Yes, the ‘polyphony’ of Cycle II is complicated, especially that of its fourth element. To help to realize its quality of ‘beholding’ one can try to experience it in the activity of listening, because in the phenomenon of beholding, the same principle is at work as that by which in the sound of a word we experience its meaning. We may find it easier, in reading element 4 aloud, to draw together its “melodies” (themes) in time, to transform it into a harmony and thus perceive it in a single moment. What we perceive in this case is element 5 – that fundamental, ‘ur’-phenomenal idea which, contained within the object of beholding, was hidden to the speculative activity of the spirit. Enjoyment of the melodious interplay of the world-views – i.e. their purely philosophical aspect – if too much indulged in, does not enable the fundamental idea of monism to be brought to light. This is why, at a given moment, Rudolf Steiner changes the method of cognition. Then we are able, in our listening, to clearly pinpoint the one who bears the prime responsibility for the dualistic constructions – the thinking subject. Admittedly, we have discovered him before, but on a purely theoretical level, a priori. It is quite a different matter when he is revealed by the manifoldness of human world-views.

5.          Sub-cycle II-B-5 ‡ Over against these standpoints it must be made clear that the fundamental          [6.]
             and primary antithesis first comes to meet us within our own consciousness. ‡ It is we ourselves,      [1-2.]
             who sever ourselves from the maternal ground of nature and set ourselves as ‘I’ over against the      [3.]
            ‘world’.

The ideally perceived conclusion we have succeeded in drawing from this is highly personalistic; it therefore has its correspondence in Sub-Cycle II-B, with element 6. So precise is the ‘counterpoint’ of thought creation in the Cycle.

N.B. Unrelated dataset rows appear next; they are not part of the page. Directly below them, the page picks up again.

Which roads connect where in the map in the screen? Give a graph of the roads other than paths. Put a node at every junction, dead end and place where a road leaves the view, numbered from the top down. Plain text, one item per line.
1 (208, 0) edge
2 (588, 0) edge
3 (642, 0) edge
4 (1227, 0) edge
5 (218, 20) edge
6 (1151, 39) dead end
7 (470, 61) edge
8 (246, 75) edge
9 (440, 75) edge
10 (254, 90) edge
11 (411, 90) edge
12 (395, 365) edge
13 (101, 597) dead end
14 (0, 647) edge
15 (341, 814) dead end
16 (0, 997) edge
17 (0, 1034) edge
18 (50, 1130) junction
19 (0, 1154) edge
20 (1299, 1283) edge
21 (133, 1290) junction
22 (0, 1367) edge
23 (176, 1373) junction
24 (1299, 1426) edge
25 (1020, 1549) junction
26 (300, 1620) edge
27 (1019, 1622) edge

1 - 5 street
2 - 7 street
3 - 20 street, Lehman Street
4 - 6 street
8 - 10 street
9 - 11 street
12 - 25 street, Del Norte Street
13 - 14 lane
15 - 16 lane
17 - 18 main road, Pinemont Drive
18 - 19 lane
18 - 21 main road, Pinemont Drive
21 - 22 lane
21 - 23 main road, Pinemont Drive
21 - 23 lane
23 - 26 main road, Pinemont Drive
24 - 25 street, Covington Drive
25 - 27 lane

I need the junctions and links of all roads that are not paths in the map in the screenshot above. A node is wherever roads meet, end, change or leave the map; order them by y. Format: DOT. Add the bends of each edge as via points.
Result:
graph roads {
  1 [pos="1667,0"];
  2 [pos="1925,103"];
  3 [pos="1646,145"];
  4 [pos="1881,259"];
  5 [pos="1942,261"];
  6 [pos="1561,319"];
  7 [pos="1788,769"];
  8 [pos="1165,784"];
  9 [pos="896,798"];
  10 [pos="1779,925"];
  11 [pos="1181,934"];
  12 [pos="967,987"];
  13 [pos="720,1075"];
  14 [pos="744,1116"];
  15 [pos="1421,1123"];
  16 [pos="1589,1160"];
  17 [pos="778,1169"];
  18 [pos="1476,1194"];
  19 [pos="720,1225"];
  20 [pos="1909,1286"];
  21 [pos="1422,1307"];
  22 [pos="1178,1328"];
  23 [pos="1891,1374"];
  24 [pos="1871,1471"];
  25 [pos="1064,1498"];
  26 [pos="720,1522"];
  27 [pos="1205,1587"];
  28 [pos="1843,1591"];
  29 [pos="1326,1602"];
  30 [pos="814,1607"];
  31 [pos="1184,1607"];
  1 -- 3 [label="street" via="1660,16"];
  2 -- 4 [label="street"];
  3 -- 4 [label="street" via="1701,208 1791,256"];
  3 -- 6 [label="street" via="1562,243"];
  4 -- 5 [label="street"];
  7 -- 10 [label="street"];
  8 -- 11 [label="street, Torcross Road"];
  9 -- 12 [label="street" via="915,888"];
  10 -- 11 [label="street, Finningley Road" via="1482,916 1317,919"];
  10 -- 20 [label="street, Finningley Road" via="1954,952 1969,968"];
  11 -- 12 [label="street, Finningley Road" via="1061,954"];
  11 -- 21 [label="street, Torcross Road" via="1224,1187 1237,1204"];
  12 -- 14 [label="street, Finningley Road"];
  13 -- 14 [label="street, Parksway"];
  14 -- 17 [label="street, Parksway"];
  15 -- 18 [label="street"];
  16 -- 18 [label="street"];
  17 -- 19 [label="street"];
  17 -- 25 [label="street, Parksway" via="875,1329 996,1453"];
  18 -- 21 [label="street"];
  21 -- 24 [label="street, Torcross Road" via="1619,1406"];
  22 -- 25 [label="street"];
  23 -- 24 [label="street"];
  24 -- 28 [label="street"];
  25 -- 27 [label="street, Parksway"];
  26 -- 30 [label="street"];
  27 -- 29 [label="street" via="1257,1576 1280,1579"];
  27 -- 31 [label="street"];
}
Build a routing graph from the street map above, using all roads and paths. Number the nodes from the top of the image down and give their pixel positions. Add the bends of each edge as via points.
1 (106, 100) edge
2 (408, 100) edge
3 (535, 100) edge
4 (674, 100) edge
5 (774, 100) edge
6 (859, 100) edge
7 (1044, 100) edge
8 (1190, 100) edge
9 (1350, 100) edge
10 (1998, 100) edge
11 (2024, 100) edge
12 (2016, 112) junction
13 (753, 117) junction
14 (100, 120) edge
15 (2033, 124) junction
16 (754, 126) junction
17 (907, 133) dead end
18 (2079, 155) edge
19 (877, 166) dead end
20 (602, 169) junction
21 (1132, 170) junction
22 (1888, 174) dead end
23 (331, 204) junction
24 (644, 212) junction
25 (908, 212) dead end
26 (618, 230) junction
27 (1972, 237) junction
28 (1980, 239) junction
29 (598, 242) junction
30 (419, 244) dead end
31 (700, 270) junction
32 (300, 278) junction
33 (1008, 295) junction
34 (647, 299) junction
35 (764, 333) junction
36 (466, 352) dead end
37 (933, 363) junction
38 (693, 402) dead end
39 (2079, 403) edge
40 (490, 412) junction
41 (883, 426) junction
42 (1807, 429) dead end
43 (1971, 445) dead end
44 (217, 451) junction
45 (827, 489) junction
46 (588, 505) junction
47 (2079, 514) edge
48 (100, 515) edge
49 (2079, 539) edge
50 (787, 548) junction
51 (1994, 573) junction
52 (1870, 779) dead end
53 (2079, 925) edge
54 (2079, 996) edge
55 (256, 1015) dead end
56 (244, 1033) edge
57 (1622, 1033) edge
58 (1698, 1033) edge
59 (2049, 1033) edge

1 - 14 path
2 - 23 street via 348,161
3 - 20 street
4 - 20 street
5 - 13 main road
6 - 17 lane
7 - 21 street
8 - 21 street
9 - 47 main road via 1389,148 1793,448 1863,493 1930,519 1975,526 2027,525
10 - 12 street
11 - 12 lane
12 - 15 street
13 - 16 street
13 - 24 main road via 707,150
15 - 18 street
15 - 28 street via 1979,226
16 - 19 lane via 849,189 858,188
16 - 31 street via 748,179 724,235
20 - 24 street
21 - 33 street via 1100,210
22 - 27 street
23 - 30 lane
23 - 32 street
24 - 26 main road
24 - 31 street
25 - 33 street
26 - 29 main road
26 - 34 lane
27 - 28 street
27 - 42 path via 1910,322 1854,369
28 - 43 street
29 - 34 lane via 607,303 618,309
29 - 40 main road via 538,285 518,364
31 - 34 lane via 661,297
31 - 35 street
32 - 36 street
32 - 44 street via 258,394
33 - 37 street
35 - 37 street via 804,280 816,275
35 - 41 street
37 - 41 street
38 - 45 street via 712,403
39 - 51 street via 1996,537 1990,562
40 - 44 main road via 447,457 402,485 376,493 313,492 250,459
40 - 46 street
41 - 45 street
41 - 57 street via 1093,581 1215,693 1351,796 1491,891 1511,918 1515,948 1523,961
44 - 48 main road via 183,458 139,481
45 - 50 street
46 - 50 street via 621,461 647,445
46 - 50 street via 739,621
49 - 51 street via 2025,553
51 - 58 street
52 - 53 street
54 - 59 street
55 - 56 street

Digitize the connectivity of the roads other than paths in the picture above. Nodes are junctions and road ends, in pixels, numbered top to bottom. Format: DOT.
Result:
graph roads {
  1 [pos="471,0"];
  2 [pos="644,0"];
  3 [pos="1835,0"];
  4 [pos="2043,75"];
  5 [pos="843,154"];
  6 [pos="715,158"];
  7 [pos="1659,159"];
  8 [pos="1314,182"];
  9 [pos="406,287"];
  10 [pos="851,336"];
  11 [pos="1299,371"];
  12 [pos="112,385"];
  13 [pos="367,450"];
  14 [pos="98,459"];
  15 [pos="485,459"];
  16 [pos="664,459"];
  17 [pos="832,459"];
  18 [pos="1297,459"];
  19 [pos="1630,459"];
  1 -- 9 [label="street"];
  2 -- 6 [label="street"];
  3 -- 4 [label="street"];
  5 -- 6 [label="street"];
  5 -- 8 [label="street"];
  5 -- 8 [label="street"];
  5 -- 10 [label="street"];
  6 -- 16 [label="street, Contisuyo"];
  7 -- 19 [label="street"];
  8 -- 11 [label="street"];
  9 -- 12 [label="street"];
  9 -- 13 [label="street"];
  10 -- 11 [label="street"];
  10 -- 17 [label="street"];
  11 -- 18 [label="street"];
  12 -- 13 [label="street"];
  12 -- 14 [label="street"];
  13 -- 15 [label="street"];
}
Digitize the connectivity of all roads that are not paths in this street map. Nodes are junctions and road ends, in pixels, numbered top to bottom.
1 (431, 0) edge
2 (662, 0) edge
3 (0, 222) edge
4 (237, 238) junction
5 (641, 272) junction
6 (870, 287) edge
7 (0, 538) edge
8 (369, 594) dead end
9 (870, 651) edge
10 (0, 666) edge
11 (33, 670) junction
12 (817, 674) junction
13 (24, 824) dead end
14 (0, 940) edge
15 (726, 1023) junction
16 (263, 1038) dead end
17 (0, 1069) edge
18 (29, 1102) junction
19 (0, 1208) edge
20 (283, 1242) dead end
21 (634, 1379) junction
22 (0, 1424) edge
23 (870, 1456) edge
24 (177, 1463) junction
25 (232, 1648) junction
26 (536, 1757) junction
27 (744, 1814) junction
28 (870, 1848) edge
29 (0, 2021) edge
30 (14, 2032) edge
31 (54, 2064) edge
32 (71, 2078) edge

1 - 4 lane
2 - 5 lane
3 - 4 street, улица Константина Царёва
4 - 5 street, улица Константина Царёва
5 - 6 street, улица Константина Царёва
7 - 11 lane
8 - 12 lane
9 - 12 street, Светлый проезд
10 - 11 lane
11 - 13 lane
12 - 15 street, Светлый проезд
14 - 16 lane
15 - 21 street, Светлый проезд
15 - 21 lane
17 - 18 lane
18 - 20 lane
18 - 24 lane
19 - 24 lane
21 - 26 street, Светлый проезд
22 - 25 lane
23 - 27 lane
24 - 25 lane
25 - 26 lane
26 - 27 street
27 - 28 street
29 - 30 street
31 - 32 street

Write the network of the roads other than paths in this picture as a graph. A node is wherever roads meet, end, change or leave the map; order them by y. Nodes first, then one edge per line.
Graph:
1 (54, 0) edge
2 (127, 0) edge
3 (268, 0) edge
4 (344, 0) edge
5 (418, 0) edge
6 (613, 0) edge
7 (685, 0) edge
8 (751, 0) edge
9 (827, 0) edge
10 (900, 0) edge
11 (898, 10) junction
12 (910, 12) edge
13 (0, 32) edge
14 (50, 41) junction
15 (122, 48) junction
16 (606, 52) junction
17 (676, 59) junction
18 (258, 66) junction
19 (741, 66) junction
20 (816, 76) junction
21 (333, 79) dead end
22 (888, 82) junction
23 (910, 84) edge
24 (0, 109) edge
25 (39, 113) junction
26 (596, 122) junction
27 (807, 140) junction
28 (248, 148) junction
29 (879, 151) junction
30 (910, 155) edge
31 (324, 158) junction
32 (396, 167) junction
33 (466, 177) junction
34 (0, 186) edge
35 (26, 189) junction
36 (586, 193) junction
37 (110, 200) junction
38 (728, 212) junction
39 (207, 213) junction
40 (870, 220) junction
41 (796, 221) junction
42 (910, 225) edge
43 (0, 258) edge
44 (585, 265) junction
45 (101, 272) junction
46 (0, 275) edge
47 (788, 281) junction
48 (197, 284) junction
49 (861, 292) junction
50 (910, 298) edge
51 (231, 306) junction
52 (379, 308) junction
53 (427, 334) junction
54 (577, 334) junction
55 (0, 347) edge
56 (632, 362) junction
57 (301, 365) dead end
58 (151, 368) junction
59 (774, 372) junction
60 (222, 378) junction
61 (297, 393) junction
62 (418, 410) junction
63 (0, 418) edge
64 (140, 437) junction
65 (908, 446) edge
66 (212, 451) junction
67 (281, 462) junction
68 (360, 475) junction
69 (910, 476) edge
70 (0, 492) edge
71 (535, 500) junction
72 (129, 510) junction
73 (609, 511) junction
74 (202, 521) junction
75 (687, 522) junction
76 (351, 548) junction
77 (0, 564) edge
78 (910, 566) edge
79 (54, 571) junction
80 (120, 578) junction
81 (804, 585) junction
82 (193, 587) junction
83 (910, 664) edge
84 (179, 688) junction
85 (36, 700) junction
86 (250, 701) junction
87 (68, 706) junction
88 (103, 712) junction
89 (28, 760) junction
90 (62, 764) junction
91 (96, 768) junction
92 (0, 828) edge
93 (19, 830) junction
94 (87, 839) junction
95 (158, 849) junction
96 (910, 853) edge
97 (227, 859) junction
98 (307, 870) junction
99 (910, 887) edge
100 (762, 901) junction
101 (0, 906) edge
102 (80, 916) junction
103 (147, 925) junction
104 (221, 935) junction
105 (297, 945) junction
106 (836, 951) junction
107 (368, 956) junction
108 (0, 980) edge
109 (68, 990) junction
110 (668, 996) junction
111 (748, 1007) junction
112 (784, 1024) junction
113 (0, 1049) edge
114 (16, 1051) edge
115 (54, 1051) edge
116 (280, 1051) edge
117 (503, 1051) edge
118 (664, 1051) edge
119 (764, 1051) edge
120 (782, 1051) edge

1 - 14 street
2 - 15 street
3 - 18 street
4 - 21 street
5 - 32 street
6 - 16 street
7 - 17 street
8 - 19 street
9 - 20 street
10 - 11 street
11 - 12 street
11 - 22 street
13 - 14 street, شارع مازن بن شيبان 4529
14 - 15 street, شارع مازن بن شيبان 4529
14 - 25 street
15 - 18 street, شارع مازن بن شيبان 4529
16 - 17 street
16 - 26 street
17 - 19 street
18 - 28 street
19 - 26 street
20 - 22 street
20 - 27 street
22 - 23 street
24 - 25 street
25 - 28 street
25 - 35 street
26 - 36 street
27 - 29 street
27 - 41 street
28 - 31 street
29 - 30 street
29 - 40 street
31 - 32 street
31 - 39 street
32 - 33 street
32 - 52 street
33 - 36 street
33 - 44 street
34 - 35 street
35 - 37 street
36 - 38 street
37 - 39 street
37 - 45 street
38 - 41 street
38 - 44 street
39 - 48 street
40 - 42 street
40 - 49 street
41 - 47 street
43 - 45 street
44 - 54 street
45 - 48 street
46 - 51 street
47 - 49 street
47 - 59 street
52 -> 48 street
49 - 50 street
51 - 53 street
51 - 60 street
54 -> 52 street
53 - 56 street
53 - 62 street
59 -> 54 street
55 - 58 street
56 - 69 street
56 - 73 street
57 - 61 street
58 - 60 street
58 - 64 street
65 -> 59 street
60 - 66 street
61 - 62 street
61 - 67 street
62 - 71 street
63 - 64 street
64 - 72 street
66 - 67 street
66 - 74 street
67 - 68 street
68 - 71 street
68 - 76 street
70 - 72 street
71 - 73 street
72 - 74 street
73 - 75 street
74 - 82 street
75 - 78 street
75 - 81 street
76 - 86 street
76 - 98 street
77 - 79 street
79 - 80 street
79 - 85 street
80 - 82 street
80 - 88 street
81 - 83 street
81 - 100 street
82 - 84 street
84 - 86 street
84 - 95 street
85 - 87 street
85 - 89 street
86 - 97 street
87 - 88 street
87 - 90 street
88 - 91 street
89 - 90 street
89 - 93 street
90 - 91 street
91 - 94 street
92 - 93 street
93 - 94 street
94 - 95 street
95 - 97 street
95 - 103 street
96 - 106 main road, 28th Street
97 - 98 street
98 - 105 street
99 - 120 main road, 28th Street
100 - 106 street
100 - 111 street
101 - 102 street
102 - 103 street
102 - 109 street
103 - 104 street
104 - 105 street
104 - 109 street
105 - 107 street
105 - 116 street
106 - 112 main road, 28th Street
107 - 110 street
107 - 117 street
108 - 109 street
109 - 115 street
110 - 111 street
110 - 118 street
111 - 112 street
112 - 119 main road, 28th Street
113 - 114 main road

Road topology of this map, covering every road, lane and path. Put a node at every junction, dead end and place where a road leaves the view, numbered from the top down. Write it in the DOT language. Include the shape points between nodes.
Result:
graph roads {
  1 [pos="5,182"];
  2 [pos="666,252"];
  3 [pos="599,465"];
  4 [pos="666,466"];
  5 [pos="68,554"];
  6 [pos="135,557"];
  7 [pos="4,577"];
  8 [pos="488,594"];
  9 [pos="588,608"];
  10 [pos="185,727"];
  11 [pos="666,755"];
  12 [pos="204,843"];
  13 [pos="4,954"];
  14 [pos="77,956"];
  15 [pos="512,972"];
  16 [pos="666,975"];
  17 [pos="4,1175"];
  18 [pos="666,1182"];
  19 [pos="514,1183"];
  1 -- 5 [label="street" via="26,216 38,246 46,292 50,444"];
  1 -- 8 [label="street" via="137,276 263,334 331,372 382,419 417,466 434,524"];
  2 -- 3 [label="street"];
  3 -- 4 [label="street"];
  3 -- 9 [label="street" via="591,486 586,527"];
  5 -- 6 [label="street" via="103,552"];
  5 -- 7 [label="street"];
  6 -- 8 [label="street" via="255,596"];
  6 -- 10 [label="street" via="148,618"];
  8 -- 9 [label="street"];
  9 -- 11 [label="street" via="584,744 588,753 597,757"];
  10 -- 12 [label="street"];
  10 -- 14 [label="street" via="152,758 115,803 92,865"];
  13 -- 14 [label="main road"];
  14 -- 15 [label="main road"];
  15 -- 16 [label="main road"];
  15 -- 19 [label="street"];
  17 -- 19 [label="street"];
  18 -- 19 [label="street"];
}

The individualized character of element 5 is further underlined by the triad of elements [1-3] of sub-Cycle II-B-5. But when we come to element 6, the already individualized idea of element 5 is given personified expression in the words of Goethe.

6.         ‡ This is expressed in classical form by Goethe in his essay ‘Nature’, even though his way of           [4.]
            speaking may sound at first completely unscientific. “We live within her (within Nature) and are
            estranged from her. She speaks unceasingly with us and does not betray to us her secret.” But
            the reverse side is also known to Goethe: “Human beings are all within her, and she in all of them.”

As Goethe’s thinking is a ‘beholding’ there is a correspondence in sub-Cycle II-B-5 between element [4] and element 6. Thinking as ‘beholding’ appeals to the highest principle in the human being.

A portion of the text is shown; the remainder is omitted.